Please give an exact printout of the records, without any pictures.

━━━━━━━━━━━━━━━━━━━━━━━━━━━━━━

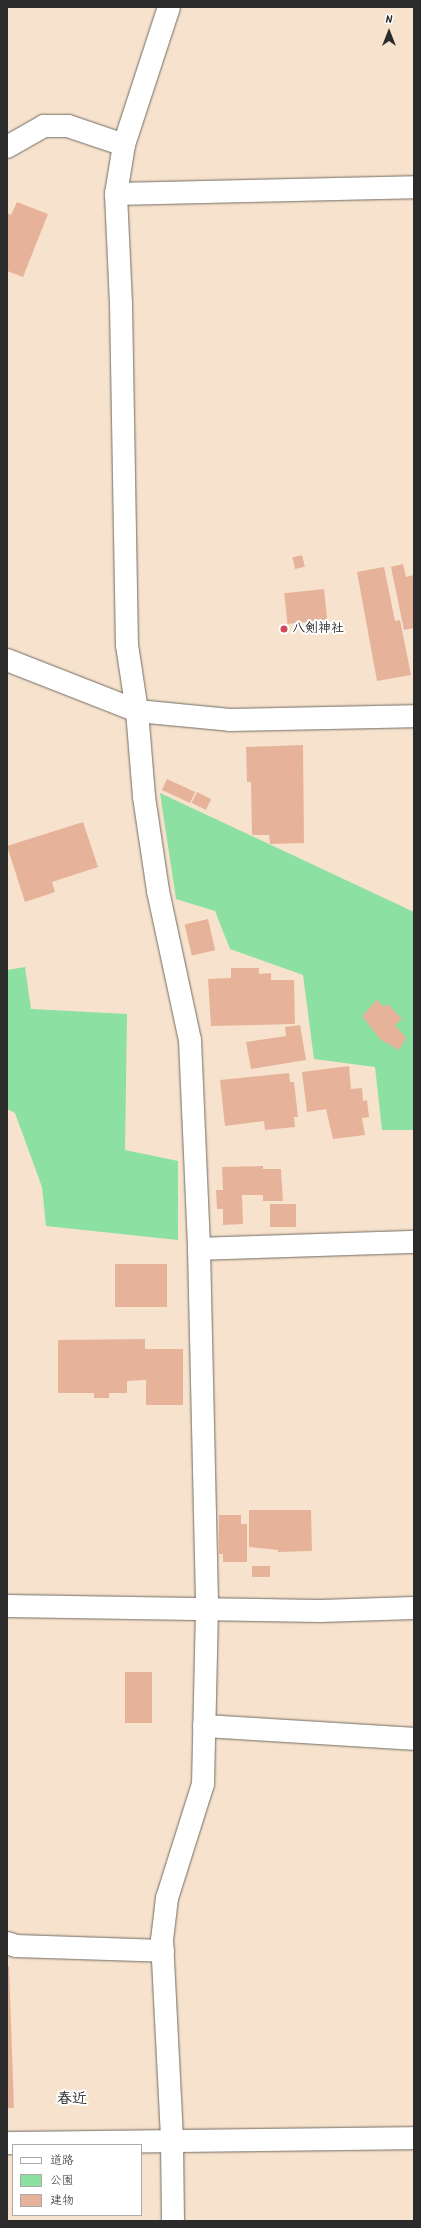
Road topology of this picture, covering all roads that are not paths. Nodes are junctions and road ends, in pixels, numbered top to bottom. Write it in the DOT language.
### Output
graph roads {
  1 [pos="169,7"];
  2 [pos="124,145"];
  3 [pos="7,147"];
  4 [pos="414,187"];
  5 [pos="116,194"];
  6 [pos="7,660"];
  7 [pos="137,711"];
  8 [pos="414,716"];
  9 [pos="414,1242"];
  10 [pos="199,1249"];
  11 [pos="7,1606"];
  12 [pos="414,1608"];
  13 [pos="207,1609"];
  14 [pos="204,1726"];
  15 [pos="414,1739"];
  16 [pos="7,1943"];
  17 [pos="163,1951"];
  18 [pos="414,2138"];
  19 [pos="172,2140"];
  20 [pos="7,2144"];
  21 [pos="173,2221"];
  1 -- 2 [label="street"];
  2 -- 3 [label="street"];
  2 -- 5 [label="street"];
  4 -- 5 [label="street"];
  5 -- 7 [label="street"];
  6 -- 7 [label="street"];
  7 -- 8 [label="street"];
  7 -- 10 [label="street"];
  9 -- 10 [label="street"];
  10 -- 13 [label="street"];
  11 -- 13 [label="street"];
  12 -- 13 [label="street"];
  13 -- 14 [label="street"];
  14 -- 15 [label="street"];
  14 -- 17 [label="street"];
  16 -- 17 [label="street"];
  17 -- 19 [label="street"];
  18 -- 19 [label="street"];
  19 -- 20 [label="street"];
  19 -- 21 [label="street"];
}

━━━━━━━━━━━━━━━━━━━━━━━━━━━━━━

● **Solution to this problem**
Road topology of this picture, covering all roads that are not paths. Nodes are junctions and road ends, in pixels, numbered top to bottom. Write it in the DOT language.
### Output
graph roads {
  1 [pos="169,7"];
  2 [pos="124,145"];
  3 [pos="7,147"];
  4 [pos="414,187"];
  5 [pos="116,194"];
  6 [pos="7,660"];
  7 [pos="137,711"];
  8 [pos="414,716"];
  9 [pos="414,1242"];
  10 [pos="199,1249"];
  11 [pos="7,1606"];
  12 [pos="414,1608"];
  13 [pos="207,1609"];
  14 [pos="204,1726"];
  15 [pos="414,1739"];
  16 [pos="7,1943"];
  17 [pos="163,1951"];
  18 [pos="414,2138"];
  19 [pos="172,2140"];
  20 [pos="7,2144"];
  21 [pos="173,2221"];
  1 -- 2 [label="street"];
  2 -- 3 [label="street"];
  2 -- 5 [label="street"];
  4 -- 5 [label="street"];
  5 -- 7 [label="street"];
  6 -- 7 [label="street"];
  7 -- 8 [label="street"];
  7 -- 10 [label="street"];
  9 -- 10 [label="street"];
  10 -- 13 [label="street"];
  11 -- 13 [label="street"];
  12 -- 13 [label="street"];
  13 -- 14 [label="street"];
  14 -- 15 [label="street"];
  14 -- 17 [label="street"];
  16 -- 17 [label="street"];
  17 -- 19 [label="street"];
  18 -- 19 [label="street"];
  19 -- 20 [label="street"];
  19 -- 21 [label="street"];
}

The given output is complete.